Lockhart nods. “Since that time?”
“In 2008 she retires to London. Waits six months, then dumps the thick end of twenty million pounds of her personal wealth into the property market—right after the initial crash—and another hundred thousand pounds in political donations that make her very difficult to dislodge. By this time she’s only got five or ten million left in the bank—she’s paid off her team—but she plays her hand expertly. She’s an EU citizen thanks to the di Fonsecas, a twenty-four-year-old millionairess who invites herself to the right parties and makes friends with the right Bright Young Things. Any crimes she did commit are swept under the rug, and she’s kept her nose clean for the past seven years. In fact, she’s done a terrifyingly professional job of turning herself into a pillar of the establishment. There’s absolutely nothing on her record after 2008 except for the financial and social work. To all intents and purposes it looks as if she dropped out of the whole occult world completely.”
“Yes, that’s always the way it works.” Lockhart nods.
“So why isn’t she one of us?” I ask bluntly. “She’d be a major asset…”
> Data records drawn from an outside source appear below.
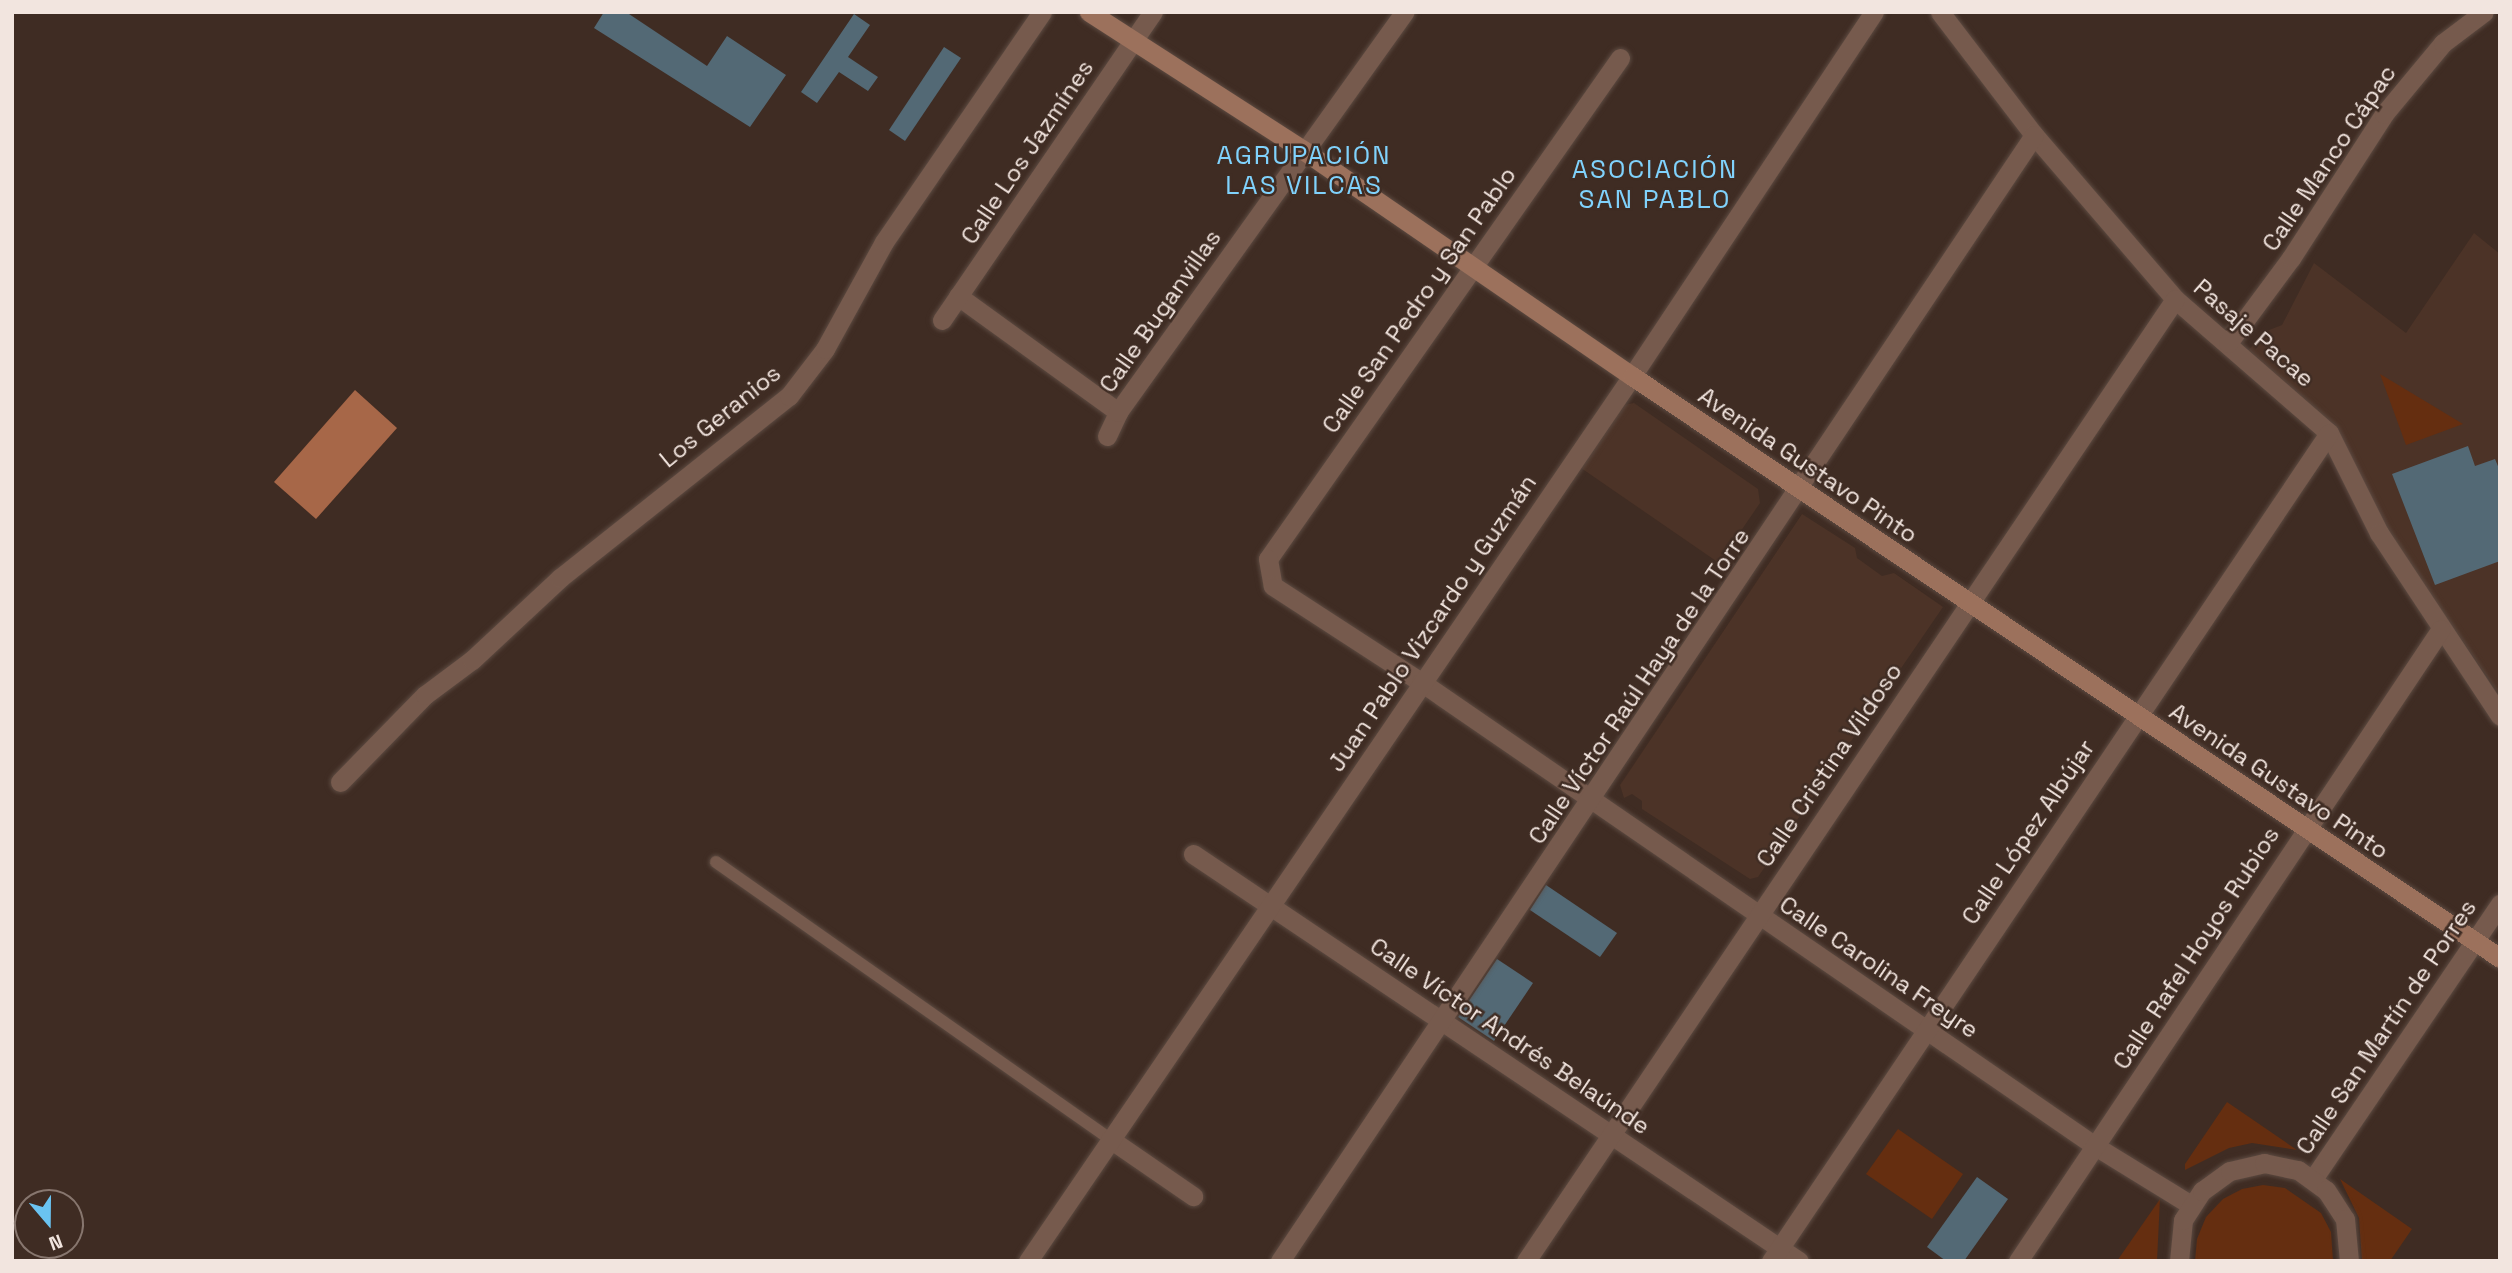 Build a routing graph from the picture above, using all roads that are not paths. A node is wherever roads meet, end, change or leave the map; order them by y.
1 (1042, 12) edge
2 (1089, 12) edge
3 (1153, 12) edge
4 (1404, 12) edge
5 (1874, 12) edge
6 (1940, 12) edge
7 (2484, 12) edge
8 (1133, 41) junction
9 (1620, 58) dead end
10 (2034, 135) junction
11 (1303, 150) junction
12 (1472, 266) junction
13 (958, 296) junction
14 (2175, 299) junction
15 (942, 320) dead end
16 (2228, 343) junction
17 (1632, 376) junction
18 (1118, 412) junction
19 (2329, 433) junction
20 (1107, 436) dead end
21 (1800, 489) junction
22 (1268, 574) joint
23 (1969, 603) junction
24 (2441, 629) junction
25 (1421, 682) junction
26 (2136, 715) junction
27 (2500, 716) edge
28 (340, 782) dead end
29 (1591, 803) junction
30 (2304, 827) junction
31 (1193, 854) dead end
32 (716, 862) dead end
33 (1269, 904) junction
34 (2500, 904) edge
35 (1756, 914) junction
36 (2474, 941) junction
37 (2500, 958) edge
38 (1440, 1018) junction
39 (1926, 1027) junction
40 (1612, 1135) junction
41 (1110, 1139) junction
42 (2095, 1146) junction
43 (2313, 1179) junction
44 (1193, 1196) dead end
45 (2191, 1205) junction
46 (1775, 1254) edge
47 (1283, 1260) edge
48 (1028, 1261) edge
49 (1526, 1261) edge
50 (1799, 1261) edge
51 (2018, 1261) edge
52 (2179, 1261) edge
53 (2349, 1261) edge

1 - 28 street, Los Geranios
2 - 8 main road, Avenida Gustavo Pinto
3 - 8 street, Calle Los Jazmínes
4 - 11 street, Calle Buganvillas
5 - 17 street, Juan Pablo Vizcardo y Guzmán
6 - 10 street, Pasaje Pacae
7 - 16 street, Calle Manco Cápac
8 - 11 main road, Avenida Gustavo Pinto
8 - 13 street, Calle Los Jazmínes
9 - 12 street, Calle San Pedro y San Pablo
10 - 14 street, Pasaje Pacae
10 - 21 street, Calle Víctor Raúl Haya de la Torre
11 - 12 main road, Avenida Gustavo Pinto
11 - 18 street, Calle Buganvillas
12 - 17 main road, Avenida Gustavo Pinto
12 - 22 street, Calle San Pedro y San Pablo
13 - 15 street, Calle Los Jazmínes
13 - 18 street
14 - 16 street, Pasaje Pacae
14 - 23 street, Calle Cristina Vildoso
16 - 19 street, Pasaje Pacae
17 - 21 main road, Avenida Gustavo Pinto
17 - 25 street, Juan Pablo Vizcardo y Guzmán
18 - 20 street, Calle Buganvillas
19 - 24 street, Pasaje Pacae
19 - 26 street, Calle López Albújar
21 - 23 main road, Avenida Gustavo Pinto
21 - 29 street, Calle Víctor Raúl Haya de la Torre
22 - 25 street, Calle Carolina Freyre
23 - 26 main road, Avenida Gustavo Pinto
23 - 35 street, Calle Cristina Vildoso
24 - 27 street, Pasaje Pacae
24 - 30 street, Calle Rafel Hoyos Rubios
25 - 29 street, Calle Carolina Freyre
25 - 33 street, Juan Pablo Vizcardo y Guzmán
26 - 30 main road, Avenida Gustavo Pinto
26 - 39 street, Calle López Albújar
29 - 35 street, Calle Carolina Freyre
29 - 38 street, Calle Víctor Raúl Haya de la Torre
30 - 36 main road, Avenida Gustavo Pinto
30 - 42 street, Calle Rafel Hoyos Rubios
31 - 33 street, Calle Víctor Andrés Belaúnde
32 - 41 lane
33 - 38 street, Calle Víctor Andrés Belaúnde
33 - 41 street, Juan Pablo Vizcardo y Guzmán
34 - 36 street, Calle San Martín de Porres
35 - 39 street, Calle Carolina Freyre
35 - 40 street, Calle Cristina Vildoso
36 - 37 main road, Avenida Gustavo Pinto
36 - 43 street, Calle San Martín de Porres
38 - 40 street, Calle Víctor Andrés Belaúnde
38 - 47 street, Calle Víctor Raúl Haya de la Torre
39 - 42 street, Calle Carolina Freyre
39 - 46 street, Calle López Albújar
40 - 46 street, Calle Víctor Andrés Belaúnde
40 - 49 street, Calle Cristina Vildoso
41 - 44 street
41 - 48 street, Juan Pablo Vizcardo y Guzmán
42 - 45 street, Calle Carolina Freyre
42 - 51 street, Calle Rafel Hoyos Rubios
43 - 45 street
43 - 53 street
45 - 52 street
46 - 50 street, Calle Víctor Andrés Belaúnde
“You have no need to know.” The caterpillar stretches in a thin line: curls over and plays dead. “That decision was taken above your pay grade—or mine. However”—Lockhart places a hand on top of the BASHFUL INCENDIARY file—“you will doubtless have realized by now that if she was in here she would be required to work under the same constraints as you or I, which would severely reduce her value to us. And I am led to believe that, within certain parameters, her loyalty is absolute.”